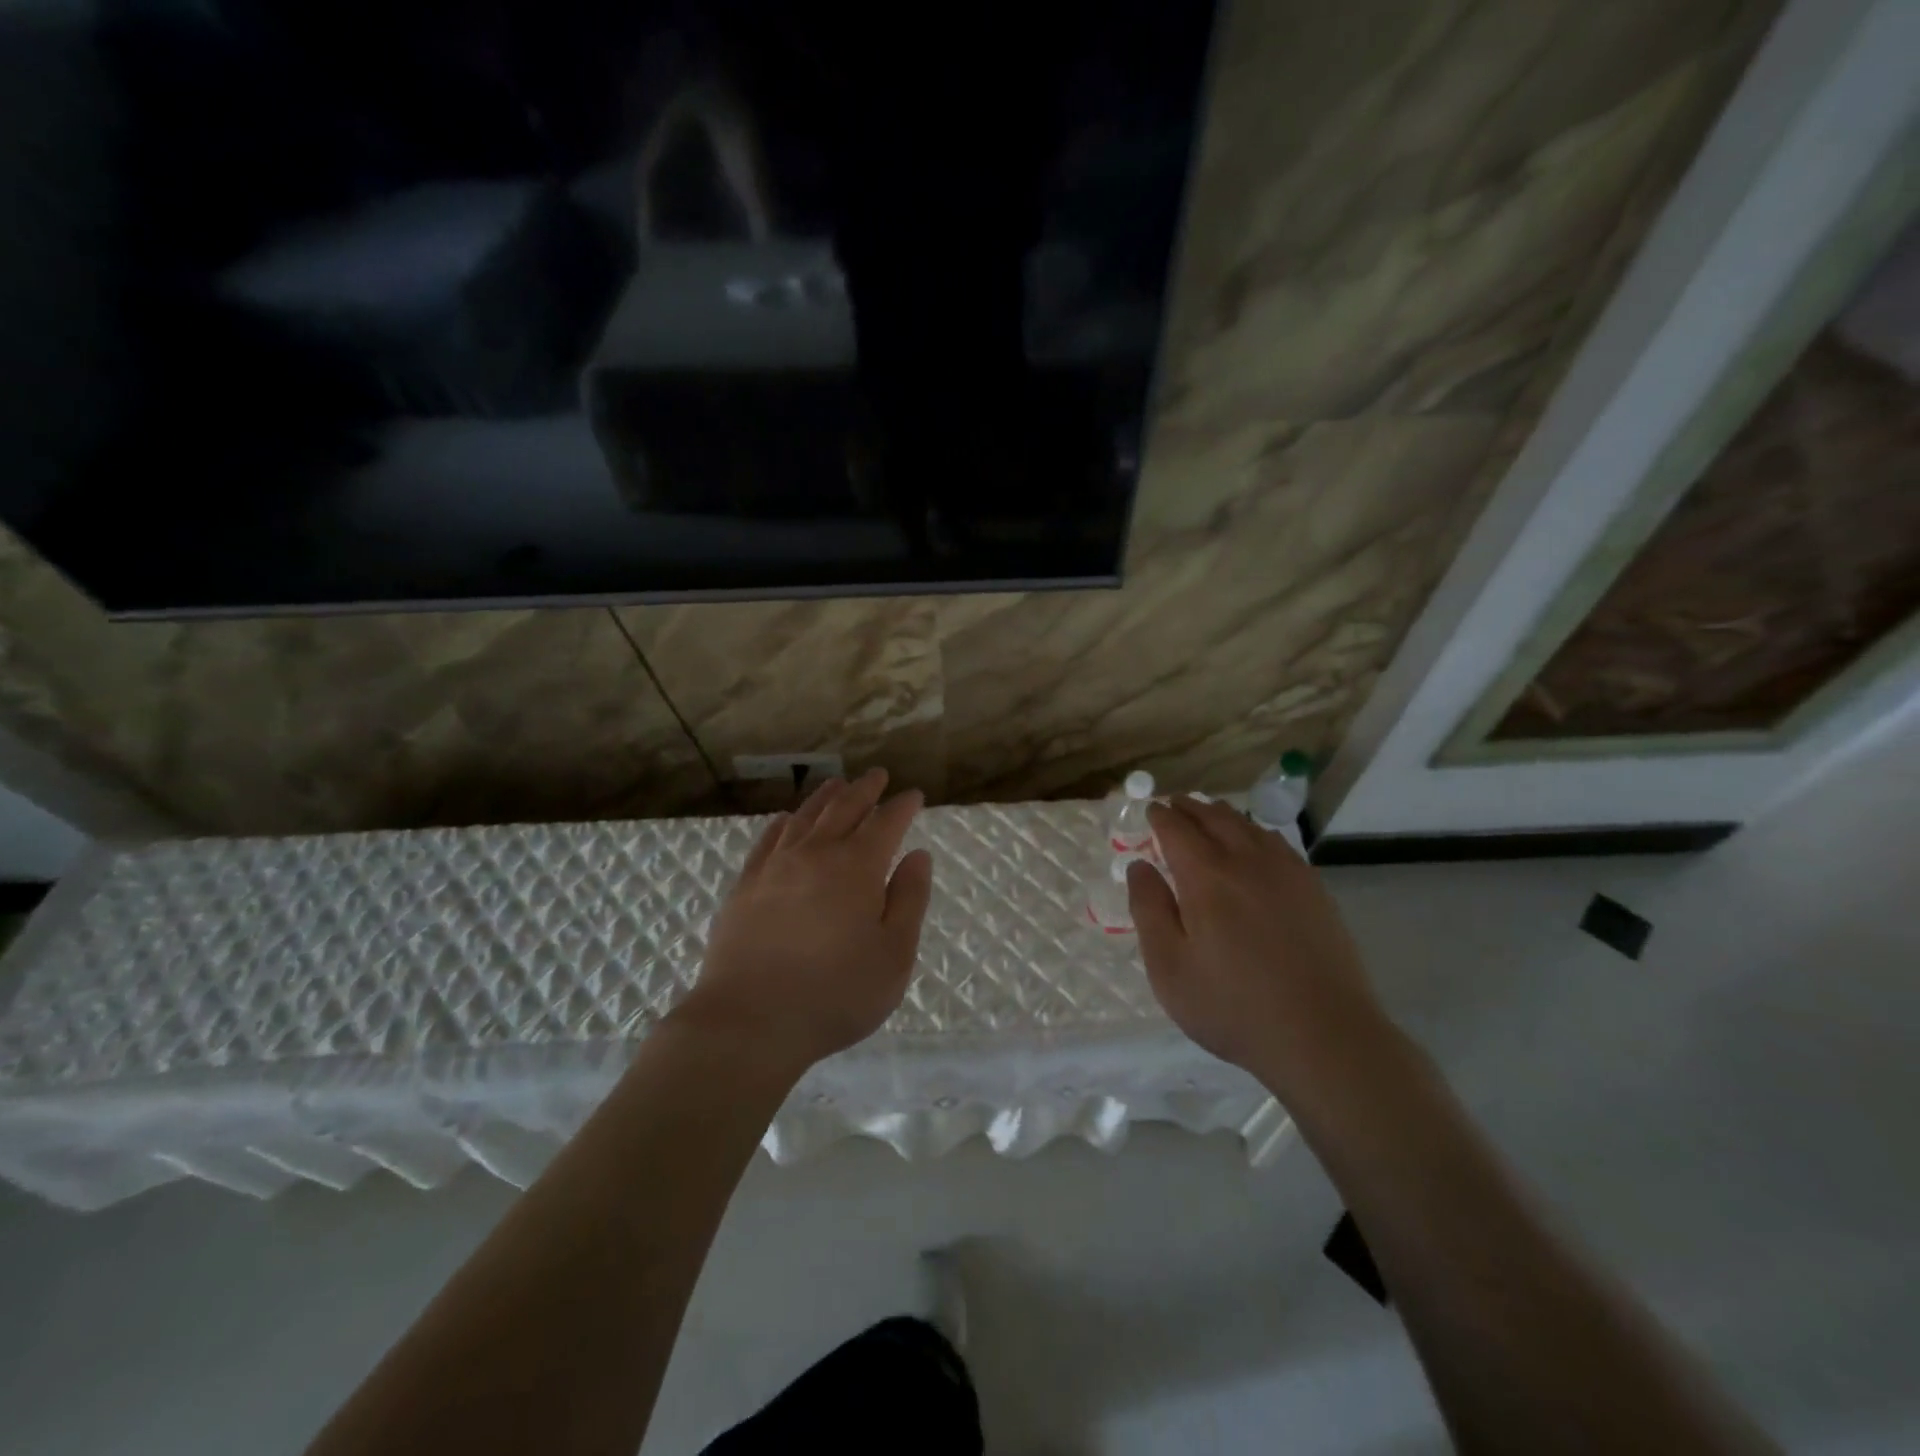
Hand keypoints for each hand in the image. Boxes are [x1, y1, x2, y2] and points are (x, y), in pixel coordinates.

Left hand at [673, 768, 933, 1073]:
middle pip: (843, 809)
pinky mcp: (745, 886)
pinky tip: (785, 819)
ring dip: (824, 797)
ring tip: (837, 784)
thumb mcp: (894, 955)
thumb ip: (909, 900)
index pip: (885, 823)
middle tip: (878, 775)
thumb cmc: (835, 994)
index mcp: (857, 868)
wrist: (749, 1021)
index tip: (913, 795)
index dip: (902, 806)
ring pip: (804, 817)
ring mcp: (775, 867)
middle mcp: (816, 854)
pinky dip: (781, 823)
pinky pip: (767, 840)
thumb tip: (917, 855)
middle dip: (865, 789)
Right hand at [1126, 796, 1387, 1104]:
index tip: (1149, 810)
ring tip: (1209, 814)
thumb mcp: (1169, 967)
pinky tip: (1255, 844)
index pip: (1177, 829)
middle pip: (1215, 817)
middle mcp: (1247, 861)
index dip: (1160, 816)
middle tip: (1174, 804)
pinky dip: (1255, 833)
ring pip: (1249, 827)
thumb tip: (1140, 866)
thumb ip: (1149, 910)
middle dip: (1190, 807)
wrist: (1324, 1036)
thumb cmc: (1233, 1006)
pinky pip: (1278, 844)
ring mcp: (1287, 873)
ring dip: (1223, 815)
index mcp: (1207, 876)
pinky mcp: (1314, 890)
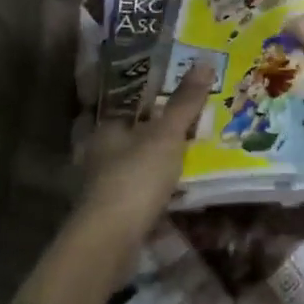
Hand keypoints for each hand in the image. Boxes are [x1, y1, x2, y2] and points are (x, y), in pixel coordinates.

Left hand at [79, 61, 213, 226]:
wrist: (110, 241)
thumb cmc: (135, 177)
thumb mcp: (166, 135)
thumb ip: (184, 103)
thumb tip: (204, 61)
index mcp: (105, 126)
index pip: (125, 102)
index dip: (148, 95)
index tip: (173, 90)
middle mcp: (99, 151)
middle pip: (129, 133)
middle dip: (153, 128)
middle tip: (188, 120)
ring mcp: (103, 183)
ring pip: (133, 162)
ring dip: (155, 159)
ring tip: (189, 151)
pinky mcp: (113, 211)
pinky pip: (139, 189)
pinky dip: (156, 186)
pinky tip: (177, 187)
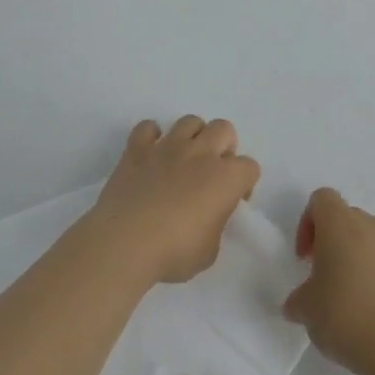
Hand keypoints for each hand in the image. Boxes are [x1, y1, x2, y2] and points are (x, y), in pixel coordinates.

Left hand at [82, 117, 260, 286]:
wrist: (125, 243)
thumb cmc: (173, 252)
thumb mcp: (209, 251)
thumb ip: (215, 225)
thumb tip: (207, 217)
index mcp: (225, 178)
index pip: (250, 167)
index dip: (244, 184)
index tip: (233, 201)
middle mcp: (200, 153)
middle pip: (224, 129)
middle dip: (224, 146)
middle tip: (213, 172)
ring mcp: (167, 147)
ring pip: (190, 121)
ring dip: (192, 136)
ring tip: (184, 160)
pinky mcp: (137, 149)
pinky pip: (147, 128)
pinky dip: (151, 137)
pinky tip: (150, 155)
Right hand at [283, 188, 374, 373]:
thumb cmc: (342, 315)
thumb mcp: (305, 309)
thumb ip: (299, 299)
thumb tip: (297, 304)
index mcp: (338, 224)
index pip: (322, 199)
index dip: (309, 223)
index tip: (306, 257)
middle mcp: (371, 224)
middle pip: (350, 216)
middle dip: (338, 239)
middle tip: (329, 275)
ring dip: (368, 249)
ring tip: (361, 284)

———

THE PROBLEM: The response must restate each line of the material above exactly and contain no images.

OUTPUT OF THE TASK:
Hand keypoints for each hand in the image. Boxes are [x1, y1, x2, y2] and points are (x, y), in pixel coordinates.

Left hand at [673, 768, 933, 1073]:
middle pip: (843, 809)
pinky mcp: (745, 886)
pinky tip: (785, 819)
ring dip: (824, 797)
ring tip: (837, 784)
thumb mcp: (894, 955)
thumb ip: (909, 900)
index pip: (885, 823)
middle tip: (878, 775)
thumb cmc: (835, 994)
index mcp: (857, 868)
wrist: (749, 1021)
index tip: (913, 795)
index dip: (902, 806)
ring pip: (804, 817)
ring mcp: (775, 867)
middle mcp: (816, 854)
pinky dip: (781, 823)
pinky pip: (767, 840)
thumb tip: (917, 855)
middle dip: (865, 789)
Right hand at [1126, 796, 1387, 1104]:
index tip: (1149, 810)
ring tip: (1209, 814)
thumb mcp: (1169, 967)
pinky tip: (1255, 844)
index pip: (1177, 829)
middle pip: (1215, 817)
middle mcp: (1247, 861)
index dip: (1160, 816)
middle tip: (1174, 804)
pinky dip: (1255, 833)
ring pip: (1249, 827)
thumb tip: (1140, 866)
thumb ip: (1149, 910)
middle dip: (1190, 807)
wrist: (1324, 1036)
thumb cmc: (1233, 1006)
pinky pip: (1278, 844)
ring mcp: (1287, 873)
ring dip: (1223, 815)
index mcp: (1207, 876)
pinky mcp: (1314, 890)
Hand keypoints for each hand in the image. Boxes are [x1, y1, x2, y2] and points are (x, y), in pixel coordinates.

Left hand at [79, 61, 213, 226]:
wrist: (110, 241)
thumb cmc: (135, 177)
thumb mcp: (166, 135)
thumb ip: (184, 103)
thumb tip: (204, 61)
index mcp: (105, 126)
index pip: (125, 102)
index dip: (148, 95)
index tip: (173, 90)
middle mcp: (99, 151)
middle pip: (129, 133)
middle dip: (153, 128)
middle tip: (188, 120)
ring mcp: (103, 183)
ring pip: (133, 162)
ring dip: (155, 159)
ring tip: (189, 151)
pinky mcp: (113, 211)
pinky pip: (139, 189)
pinky dip: (156, 186)
pinky tip: (177, 187)
Hand keypoints for each hand in the image. Boxes are [x1, y1, x2, y2] and points are (x, y), in pixel coordinates.

Left hand at [82, 117, 260, 286]:
wrist: (125, 243)
thumb cmc: (173, 252)
thumb mcp: (209, 251)
thumb ip: (215, 225)
thumb tip: (207, 217)
index mcp: (225, 178)
index pip: (250, 167)
index dip: (244, 184)
index tip: (233, 201)
middle mcp: (200, 153)
middle pip: (224, 129)
middle dip: (224, 146)
middle tip: (213, 172)
ring mcp: (167, 147)
ring pip: (190, 121)
ring dip: (192, 136)
ring tip: (184, 160)
pinky mcp: (137, 149)
pinky pip: (147, 128)
pinky dip: (151, 137)
pinky tip: (150, 155)
Right hand at [283, 188, 374, 373]:
thumb cmc: (342, 315)
thumb mcp: (305, 309)
thumb ip: (299, 299)
thumb tip: (297, 304)
index mcp: (338, 224)
index pip: (322, 199)
index dip: (309, 223)
index tip: (306, 257)
middle mcp: (371, 224)
middle pip: (350, 216)
middle dip: (338, 239)
middle tip: (329, 275)
ring dip: (368, 249)
ring tip: (361, 284)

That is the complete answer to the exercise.